Go through the material and copy each line in which the word "Dinoá" shows up.

++++ INPUT ++++

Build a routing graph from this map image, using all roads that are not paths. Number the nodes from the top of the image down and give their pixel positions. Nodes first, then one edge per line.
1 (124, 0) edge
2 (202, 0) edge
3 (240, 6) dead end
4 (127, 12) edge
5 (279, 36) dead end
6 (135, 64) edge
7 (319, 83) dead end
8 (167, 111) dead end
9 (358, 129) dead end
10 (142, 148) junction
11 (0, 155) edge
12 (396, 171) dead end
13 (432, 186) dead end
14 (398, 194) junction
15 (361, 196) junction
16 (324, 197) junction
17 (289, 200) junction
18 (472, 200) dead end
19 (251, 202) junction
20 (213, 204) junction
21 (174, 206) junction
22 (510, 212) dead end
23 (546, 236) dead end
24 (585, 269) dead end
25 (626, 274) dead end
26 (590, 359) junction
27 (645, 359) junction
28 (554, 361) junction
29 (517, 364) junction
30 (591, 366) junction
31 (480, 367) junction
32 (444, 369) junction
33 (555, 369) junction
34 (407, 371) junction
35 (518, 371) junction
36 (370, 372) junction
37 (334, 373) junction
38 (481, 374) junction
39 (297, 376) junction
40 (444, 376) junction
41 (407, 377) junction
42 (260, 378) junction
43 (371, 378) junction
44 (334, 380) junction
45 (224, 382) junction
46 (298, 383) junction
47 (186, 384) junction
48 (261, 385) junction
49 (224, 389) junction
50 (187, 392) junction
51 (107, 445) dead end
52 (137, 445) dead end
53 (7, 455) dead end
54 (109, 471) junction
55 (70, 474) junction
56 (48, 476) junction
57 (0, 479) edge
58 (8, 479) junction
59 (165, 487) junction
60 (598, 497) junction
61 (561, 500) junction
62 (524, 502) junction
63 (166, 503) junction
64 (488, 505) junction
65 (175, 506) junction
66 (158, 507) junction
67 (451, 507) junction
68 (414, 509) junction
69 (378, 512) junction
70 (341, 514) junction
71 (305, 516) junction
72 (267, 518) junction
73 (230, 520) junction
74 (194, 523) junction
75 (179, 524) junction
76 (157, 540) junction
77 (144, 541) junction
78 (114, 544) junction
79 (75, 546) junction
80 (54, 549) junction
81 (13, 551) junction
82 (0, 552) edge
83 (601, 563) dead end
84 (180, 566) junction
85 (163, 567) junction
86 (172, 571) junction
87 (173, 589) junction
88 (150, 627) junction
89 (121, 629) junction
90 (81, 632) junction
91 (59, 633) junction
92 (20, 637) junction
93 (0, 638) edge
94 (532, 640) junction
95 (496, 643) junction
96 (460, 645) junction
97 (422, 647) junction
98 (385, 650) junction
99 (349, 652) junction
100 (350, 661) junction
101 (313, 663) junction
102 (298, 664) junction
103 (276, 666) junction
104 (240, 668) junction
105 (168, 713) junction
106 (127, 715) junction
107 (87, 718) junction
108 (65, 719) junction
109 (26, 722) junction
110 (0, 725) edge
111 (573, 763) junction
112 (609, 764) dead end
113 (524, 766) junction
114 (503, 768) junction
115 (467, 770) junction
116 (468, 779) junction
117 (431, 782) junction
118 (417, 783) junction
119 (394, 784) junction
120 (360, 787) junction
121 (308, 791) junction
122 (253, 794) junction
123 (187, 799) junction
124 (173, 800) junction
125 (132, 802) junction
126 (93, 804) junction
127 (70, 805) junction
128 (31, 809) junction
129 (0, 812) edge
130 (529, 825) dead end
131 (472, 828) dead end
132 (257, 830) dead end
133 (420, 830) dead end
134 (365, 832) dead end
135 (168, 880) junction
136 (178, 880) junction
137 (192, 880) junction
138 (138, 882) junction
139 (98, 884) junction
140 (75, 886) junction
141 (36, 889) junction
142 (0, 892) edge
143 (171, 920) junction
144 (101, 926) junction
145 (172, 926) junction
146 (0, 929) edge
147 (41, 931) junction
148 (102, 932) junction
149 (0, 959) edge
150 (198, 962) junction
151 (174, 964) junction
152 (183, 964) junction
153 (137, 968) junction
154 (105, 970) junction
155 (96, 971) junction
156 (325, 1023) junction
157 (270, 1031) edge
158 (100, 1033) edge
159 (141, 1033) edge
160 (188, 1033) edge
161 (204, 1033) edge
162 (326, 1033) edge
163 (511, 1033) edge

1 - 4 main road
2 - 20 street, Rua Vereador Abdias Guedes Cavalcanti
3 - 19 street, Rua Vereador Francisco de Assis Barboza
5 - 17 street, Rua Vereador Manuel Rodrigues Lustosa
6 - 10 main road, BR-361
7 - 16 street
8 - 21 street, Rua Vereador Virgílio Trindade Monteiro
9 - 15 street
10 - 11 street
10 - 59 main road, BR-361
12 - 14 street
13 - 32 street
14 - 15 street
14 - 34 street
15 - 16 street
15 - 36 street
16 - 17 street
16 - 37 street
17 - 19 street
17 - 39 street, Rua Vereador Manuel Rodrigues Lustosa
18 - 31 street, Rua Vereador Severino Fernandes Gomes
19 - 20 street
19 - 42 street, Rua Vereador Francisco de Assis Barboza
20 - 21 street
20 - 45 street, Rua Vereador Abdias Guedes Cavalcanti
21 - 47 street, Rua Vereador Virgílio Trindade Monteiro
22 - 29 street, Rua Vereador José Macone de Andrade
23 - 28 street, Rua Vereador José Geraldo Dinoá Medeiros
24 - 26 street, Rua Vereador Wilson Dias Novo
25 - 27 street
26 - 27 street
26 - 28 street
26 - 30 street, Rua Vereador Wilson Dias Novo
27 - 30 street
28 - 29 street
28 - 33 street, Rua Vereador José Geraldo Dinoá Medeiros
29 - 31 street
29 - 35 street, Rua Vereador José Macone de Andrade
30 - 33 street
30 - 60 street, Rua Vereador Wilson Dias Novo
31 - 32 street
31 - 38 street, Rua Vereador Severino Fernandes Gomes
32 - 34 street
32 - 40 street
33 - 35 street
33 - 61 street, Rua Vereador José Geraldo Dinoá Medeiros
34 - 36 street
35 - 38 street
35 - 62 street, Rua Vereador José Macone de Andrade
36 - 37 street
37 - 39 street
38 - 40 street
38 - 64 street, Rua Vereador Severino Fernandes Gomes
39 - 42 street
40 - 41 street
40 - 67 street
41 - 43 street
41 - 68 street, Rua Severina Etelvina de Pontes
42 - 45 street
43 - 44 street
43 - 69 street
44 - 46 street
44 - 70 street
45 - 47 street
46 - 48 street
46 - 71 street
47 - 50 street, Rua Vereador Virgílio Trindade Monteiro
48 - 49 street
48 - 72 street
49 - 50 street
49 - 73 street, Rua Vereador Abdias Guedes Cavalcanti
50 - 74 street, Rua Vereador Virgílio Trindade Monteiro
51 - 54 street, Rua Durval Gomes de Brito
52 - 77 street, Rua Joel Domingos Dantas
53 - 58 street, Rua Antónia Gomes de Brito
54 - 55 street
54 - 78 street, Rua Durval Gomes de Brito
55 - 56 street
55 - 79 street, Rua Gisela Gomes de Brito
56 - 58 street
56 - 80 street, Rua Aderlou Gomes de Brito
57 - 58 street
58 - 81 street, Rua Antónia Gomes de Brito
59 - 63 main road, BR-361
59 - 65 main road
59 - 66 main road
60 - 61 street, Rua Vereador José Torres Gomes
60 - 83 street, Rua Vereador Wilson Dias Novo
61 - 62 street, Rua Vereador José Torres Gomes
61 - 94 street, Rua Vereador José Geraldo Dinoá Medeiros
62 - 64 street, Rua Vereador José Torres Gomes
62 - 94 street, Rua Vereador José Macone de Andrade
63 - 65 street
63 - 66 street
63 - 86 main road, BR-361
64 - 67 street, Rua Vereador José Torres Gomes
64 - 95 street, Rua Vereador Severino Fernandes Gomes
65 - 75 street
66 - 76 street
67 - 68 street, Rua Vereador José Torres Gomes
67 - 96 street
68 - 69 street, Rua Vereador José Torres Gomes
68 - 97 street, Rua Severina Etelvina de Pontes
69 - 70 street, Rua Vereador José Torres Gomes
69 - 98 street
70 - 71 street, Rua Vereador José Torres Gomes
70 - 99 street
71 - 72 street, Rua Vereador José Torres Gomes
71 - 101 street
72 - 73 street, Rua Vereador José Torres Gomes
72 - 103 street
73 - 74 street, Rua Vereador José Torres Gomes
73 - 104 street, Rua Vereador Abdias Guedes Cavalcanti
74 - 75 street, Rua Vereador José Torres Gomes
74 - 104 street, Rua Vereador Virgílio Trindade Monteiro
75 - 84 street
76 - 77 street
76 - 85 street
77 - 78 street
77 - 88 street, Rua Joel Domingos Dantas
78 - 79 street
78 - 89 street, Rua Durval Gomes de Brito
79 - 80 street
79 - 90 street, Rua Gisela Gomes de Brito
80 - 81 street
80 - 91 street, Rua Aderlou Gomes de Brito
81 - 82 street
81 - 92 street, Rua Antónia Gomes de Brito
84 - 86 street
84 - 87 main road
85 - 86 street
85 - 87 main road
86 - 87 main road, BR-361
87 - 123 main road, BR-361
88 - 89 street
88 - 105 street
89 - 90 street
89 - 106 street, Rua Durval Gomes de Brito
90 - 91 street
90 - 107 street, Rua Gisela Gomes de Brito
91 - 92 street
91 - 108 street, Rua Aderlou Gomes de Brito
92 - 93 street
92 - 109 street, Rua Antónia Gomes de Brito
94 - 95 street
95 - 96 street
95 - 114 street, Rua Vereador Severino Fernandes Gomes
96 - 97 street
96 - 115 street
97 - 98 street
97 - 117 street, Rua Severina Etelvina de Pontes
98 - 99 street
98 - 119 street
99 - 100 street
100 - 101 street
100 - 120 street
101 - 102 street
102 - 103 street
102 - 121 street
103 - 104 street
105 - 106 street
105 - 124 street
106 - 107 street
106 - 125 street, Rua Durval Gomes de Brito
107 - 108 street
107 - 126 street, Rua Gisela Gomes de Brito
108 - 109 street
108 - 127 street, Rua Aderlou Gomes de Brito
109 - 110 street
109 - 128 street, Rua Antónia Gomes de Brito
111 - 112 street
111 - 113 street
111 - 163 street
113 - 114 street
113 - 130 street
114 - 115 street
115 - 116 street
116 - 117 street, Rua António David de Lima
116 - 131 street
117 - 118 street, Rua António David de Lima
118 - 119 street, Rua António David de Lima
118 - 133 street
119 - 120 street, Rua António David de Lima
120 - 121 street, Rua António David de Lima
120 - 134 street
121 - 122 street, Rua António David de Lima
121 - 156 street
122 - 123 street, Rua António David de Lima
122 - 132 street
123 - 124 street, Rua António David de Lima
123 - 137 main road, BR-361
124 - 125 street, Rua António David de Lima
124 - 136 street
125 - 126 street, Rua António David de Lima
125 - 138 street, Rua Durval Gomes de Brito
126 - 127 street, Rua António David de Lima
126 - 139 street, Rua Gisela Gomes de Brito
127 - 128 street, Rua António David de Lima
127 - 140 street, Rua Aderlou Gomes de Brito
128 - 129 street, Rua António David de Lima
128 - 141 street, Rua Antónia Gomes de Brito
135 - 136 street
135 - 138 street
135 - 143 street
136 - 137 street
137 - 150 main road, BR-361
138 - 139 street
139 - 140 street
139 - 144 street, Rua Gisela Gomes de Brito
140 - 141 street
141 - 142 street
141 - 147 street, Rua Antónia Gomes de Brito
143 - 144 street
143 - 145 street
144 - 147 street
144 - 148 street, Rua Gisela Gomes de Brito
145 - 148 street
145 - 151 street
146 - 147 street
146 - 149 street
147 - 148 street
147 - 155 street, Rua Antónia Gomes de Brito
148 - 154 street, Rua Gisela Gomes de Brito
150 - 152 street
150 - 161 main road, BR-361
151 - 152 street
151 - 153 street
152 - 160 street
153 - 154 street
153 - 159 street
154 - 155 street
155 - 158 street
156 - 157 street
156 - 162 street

++++

_TASK SOLUTION_
23 - 28 street, Rua Vereador José Geraldo Dinoá Medeiros
28 - 33 street, Rua Vereador José Geraldo Dinoá Medeiros
33 - 61 street, Rua Vereador José Geraldo Dinoá Medeiros
61 - 94 street, Rua Vereador José Geraldo Dinoá Medeiros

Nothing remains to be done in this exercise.